DIRECTIONS FOR THIS TASK: Within the records below, filter for lines carrying the word "Ndagoni" and copy them.

[Stored items]
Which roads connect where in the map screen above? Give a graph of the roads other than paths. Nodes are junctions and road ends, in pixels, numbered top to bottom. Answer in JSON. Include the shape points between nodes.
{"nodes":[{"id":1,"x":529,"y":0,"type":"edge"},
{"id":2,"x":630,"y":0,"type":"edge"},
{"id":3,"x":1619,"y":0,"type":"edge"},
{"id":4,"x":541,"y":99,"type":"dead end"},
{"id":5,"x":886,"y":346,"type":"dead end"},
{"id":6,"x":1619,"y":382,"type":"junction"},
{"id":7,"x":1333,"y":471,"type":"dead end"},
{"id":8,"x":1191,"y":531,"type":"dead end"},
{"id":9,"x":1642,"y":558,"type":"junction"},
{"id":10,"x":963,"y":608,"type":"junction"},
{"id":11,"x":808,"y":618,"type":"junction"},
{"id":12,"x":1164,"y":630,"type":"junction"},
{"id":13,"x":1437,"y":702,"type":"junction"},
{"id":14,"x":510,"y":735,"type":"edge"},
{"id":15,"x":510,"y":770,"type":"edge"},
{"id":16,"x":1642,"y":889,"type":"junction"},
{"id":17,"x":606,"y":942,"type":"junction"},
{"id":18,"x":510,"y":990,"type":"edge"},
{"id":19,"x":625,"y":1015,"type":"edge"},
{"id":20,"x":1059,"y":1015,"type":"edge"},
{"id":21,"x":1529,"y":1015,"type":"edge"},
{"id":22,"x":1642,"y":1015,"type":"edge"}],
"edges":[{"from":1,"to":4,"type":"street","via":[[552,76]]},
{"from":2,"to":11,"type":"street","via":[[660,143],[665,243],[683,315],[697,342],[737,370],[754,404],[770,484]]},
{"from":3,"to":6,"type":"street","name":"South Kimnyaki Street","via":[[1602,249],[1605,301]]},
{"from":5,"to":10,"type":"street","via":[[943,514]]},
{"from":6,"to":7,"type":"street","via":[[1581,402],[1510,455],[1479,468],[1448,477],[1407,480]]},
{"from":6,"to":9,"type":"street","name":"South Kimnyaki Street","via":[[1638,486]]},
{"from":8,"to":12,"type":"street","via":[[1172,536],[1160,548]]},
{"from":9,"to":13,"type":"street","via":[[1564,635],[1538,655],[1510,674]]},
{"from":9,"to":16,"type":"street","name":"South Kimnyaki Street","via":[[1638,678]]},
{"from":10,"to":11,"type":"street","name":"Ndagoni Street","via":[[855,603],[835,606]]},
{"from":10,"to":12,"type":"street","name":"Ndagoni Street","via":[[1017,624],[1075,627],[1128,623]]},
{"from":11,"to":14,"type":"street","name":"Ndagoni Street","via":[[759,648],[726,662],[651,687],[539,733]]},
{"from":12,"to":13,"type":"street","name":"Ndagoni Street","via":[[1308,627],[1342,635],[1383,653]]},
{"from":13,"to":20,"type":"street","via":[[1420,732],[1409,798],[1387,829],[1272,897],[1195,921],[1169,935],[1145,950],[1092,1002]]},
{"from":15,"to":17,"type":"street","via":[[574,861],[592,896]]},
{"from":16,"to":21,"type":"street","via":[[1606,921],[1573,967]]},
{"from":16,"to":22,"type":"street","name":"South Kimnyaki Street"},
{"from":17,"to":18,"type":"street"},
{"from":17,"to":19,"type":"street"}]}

ANSWER FOR THE TASK:
{"from":10,"to":11,"type":"street","name":"Ndagoni Street","via":[[855,603],[835,606]]},
{"from":10,"to":12,"type":"street","name":"Ndagoni Street","via":[[1017,624],[1075,627],[1128,623]]},
{"from":11,"to":14,"type":"street","name":"Ndagoni Street","via":[[759,648],[726,662],[651,687],[539,733]]},
{"from":12,"to":13,"type":"street","name":"Ndagoni Street","via":[[1308,627],[1342,635],[1383,653]]},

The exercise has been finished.